Without autoformatting[edit]

The following formats are acceptable:

  • 14 February and 14 February 1991 (more common in the UK, Australia, Ireland, NZ and South Africa);
  • February 14 and February 14, 1990 (more common in the US and Canada).

Disputes between editors over date formats are avoided by using three simple guidelines.

Consistency within articles
  • The same format should be used in the main text, footnotes and references of each article, except for:
    • dates within quotations and titles, where the original format is retained;
    • explicit comparisons of date formatting.
Strong national ties to a topic

Articles on topics with strong ties to a particular English-speaking nation should generally use the more common date format for that nation.

Retaining the existing format
  • If an article has evolved using predominantly one format, the whole article should conform to that variety, unless there are reasons for changing it on the basis of strong national ties to the topic.
  • In the early stages of writing an article, the format chosen by the first major contributor to the article should be used, unless there is reason to change it on the basis of strong national ties to the topic.

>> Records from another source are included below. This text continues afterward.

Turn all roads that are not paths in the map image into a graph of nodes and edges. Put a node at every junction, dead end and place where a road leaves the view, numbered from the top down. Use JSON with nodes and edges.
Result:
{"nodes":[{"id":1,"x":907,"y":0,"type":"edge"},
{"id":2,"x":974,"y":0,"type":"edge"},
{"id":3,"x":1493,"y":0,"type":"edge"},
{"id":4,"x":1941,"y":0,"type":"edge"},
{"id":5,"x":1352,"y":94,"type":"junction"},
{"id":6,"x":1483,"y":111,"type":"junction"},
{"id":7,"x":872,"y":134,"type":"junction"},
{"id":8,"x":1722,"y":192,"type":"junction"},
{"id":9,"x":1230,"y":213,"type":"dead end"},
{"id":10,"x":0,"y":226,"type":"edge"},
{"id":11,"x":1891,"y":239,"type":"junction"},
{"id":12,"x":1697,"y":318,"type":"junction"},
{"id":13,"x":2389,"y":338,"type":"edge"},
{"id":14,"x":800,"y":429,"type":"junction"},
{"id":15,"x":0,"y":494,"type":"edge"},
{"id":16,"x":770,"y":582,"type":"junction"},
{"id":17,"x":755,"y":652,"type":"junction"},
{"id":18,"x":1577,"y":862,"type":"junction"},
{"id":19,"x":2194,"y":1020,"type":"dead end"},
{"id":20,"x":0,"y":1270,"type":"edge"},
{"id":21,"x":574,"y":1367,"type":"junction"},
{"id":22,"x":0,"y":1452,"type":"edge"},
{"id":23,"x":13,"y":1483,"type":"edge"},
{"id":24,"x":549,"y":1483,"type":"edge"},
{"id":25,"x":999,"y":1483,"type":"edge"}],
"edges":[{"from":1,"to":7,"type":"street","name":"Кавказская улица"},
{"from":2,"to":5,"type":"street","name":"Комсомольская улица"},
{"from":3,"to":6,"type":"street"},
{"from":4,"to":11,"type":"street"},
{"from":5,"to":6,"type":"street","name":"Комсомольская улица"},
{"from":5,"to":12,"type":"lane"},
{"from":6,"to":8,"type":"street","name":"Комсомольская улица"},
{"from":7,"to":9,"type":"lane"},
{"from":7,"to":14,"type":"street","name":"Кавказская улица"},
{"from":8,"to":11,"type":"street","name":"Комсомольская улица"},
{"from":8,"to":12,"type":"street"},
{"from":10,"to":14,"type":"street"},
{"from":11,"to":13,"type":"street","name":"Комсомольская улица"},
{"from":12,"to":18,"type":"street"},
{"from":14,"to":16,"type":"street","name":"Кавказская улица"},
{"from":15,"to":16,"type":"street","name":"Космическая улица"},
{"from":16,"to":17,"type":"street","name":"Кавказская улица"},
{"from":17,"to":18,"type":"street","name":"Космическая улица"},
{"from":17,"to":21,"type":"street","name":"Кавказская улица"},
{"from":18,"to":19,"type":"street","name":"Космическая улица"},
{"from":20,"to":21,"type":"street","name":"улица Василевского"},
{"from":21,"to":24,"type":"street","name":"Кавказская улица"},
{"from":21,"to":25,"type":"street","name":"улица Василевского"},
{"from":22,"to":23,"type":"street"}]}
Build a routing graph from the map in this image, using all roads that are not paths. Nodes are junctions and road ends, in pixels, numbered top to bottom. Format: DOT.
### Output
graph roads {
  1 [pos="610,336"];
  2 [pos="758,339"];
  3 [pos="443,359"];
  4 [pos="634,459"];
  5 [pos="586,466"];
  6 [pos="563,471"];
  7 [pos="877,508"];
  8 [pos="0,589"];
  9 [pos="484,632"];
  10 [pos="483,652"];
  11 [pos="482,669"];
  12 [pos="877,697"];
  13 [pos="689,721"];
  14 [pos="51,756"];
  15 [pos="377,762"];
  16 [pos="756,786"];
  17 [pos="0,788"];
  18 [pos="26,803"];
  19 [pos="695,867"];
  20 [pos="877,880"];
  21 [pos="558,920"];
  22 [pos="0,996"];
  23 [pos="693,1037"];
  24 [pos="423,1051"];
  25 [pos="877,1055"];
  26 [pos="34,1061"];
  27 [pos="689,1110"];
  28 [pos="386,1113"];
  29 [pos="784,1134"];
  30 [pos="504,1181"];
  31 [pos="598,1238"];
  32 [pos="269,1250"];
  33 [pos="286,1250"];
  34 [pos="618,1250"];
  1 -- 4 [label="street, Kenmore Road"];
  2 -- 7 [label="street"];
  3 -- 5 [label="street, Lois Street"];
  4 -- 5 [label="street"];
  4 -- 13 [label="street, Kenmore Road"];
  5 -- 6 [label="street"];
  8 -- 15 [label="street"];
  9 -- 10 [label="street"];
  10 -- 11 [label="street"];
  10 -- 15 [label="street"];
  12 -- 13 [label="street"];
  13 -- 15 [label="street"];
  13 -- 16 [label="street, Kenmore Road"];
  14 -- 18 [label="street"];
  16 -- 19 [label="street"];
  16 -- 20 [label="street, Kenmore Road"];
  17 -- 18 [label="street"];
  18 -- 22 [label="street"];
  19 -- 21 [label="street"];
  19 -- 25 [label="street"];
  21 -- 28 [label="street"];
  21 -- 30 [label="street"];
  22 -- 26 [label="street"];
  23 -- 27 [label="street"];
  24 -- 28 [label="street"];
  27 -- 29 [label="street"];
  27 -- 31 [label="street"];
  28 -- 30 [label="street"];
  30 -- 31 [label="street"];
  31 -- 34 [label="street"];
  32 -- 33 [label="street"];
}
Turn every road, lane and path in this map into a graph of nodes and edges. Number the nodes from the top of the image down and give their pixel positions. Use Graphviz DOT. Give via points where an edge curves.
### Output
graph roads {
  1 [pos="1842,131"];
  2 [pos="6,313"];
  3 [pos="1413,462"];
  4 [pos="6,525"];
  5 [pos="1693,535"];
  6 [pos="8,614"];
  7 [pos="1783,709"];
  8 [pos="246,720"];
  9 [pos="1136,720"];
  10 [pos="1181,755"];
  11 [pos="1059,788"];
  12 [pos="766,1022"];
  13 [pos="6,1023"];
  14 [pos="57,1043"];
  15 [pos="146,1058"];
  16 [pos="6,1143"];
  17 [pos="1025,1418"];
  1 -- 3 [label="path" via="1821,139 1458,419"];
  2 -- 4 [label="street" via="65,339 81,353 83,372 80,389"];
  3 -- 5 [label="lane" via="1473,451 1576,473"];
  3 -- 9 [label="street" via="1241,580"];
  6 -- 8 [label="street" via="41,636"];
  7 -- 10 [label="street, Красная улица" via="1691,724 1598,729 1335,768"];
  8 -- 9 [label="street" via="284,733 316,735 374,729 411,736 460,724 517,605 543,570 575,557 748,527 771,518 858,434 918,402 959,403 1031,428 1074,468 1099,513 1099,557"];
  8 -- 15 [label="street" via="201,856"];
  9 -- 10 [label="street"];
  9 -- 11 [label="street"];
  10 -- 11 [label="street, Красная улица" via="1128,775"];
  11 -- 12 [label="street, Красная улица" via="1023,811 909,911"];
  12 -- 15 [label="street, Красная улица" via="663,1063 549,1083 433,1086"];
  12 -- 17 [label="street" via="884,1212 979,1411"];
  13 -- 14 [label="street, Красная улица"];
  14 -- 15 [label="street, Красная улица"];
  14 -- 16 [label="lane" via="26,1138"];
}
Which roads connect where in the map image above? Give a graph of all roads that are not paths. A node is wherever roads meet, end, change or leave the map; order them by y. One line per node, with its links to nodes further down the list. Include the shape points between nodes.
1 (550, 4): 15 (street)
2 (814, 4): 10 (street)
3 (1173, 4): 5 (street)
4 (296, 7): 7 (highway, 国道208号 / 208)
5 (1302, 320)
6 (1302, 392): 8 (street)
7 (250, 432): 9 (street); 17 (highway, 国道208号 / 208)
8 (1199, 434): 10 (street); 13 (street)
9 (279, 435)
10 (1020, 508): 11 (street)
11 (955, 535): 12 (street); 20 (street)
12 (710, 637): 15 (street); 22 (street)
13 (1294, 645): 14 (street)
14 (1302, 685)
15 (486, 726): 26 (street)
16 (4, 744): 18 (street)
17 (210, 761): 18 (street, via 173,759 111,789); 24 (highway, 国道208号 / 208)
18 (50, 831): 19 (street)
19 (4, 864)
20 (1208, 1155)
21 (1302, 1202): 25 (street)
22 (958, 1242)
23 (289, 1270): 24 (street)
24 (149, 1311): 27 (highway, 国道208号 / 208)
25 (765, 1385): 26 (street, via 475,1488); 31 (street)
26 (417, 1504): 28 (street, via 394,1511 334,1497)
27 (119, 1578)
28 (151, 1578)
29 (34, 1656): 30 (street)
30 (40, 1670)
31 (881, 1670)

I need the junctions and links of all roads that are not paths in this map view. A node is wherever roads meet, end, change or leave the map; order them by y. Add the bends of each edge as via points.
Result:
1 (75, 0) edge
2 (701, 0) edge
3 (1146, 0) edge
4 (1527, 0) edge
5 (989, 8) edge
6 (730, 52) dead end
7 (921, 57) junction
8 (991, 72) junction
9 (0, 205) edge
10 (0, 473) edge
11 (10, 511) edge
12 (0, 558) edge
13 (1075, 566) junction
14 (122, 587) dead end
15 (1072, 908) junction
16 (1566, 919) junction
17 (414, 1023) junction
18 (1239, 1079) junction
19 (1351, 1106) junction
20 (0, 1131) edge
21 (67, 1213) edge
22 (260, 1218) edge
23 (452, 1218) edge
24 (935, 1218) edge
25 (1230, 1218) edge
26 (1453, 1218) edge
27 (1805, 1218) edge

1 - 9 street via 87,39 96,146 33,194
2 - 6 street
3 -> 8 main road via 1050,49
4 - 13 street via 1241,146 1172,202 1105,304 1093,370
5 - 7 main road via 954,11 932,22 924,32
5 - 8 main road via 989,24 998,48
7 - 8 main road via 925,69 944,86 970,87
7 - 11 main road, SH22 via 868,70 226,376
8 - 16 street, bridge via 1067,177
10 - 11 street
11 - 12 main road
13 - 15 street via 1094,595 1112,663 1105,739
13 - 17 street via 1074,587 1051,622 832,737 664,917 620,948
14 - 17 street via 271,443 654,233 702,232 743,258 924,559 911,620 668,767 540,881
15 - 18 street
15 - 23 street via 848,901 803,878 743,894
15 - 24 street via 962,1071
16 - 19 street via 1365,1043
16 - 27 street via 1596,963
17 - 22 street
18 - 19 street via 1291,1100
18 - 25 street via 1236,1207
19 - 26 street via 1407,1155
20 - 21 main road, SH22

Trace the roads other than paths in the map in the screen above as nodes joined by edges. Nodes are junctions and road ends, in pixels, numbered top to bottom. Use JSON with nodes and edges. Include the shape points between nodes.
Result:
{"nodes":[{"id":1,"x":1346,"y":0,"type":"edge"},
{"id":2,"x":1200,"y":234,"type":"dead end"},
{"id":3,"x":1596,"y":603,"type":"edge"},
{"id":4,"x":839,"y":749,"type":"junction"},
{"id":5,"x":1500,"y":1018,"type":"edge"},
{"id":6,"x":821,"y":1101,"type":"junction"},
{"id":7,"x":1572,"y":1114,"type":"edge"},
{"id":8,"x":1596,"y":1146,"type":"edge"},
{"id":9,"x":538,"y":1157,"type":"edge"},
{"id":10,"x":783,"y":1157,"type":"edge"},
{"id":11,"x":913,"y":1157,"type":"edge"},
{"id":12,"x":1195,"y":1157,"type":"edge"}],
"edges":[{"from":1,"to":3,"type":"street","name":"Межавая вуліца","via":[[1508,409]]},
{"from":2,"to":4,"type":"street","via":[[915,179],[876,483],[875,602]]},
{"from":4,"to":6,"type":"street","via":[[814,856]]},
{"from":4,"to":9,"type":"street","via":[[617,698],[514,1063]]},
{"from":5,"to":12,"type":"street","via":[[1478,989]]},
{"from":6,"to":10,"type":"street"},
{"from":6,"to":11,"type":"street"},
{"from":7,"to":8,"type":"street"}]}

Where an article that is not a stub shows no clear sign of which format is used, the first person to insert a date is equivalent to the first major contributor.

Other formatting issues[edit]

  • Wikipedia does not use ordinal suffixes, articles, or of, or put a comma between month and year. The following formats are unacceptable: February 14th, 14th February, the 14th of February, October of 1976, and October, 1976.*Date ranges are preferably given with minimal repetition (5–7 January 1979; September 21–29, 2002), using an unspaced en dash. If the autoformatting function is used, the opening and closing dates of the range must both be displayed in full and be separated by a spaced en dash.
  • Rarely, a night may be expressed in terms of the two contiguous dates using a slash (the bombing raids of the night of 30/31 May 1942); this cannot be done using the autoformatting function.
  • Yearless dates (5 March, March 5) are inappropriate unless the year is obvious from the context or irrelevant ("January 1 is New Year's Day").
  • ISO 8601 dates (1976-05-12) are uncommon in English prose, and are generally not used in Wikipedia. However, they may be useful in long lists and tables for concision and ease of comparison. Note that this is a YYYY-MM-DD format, never YYYY-DD-MM, and retains leading zeroes.
  • Wikipedia has articles on days of the year, years, decades, centuries and millennia. Link to one of these pages only if it is likely to deepen readers' understanding of a topic. Piped links to pages that are more focused on a topic are possible ([[1997 in South African sport|1997]]), but cannot be used in full dates, where they break the date-linking function.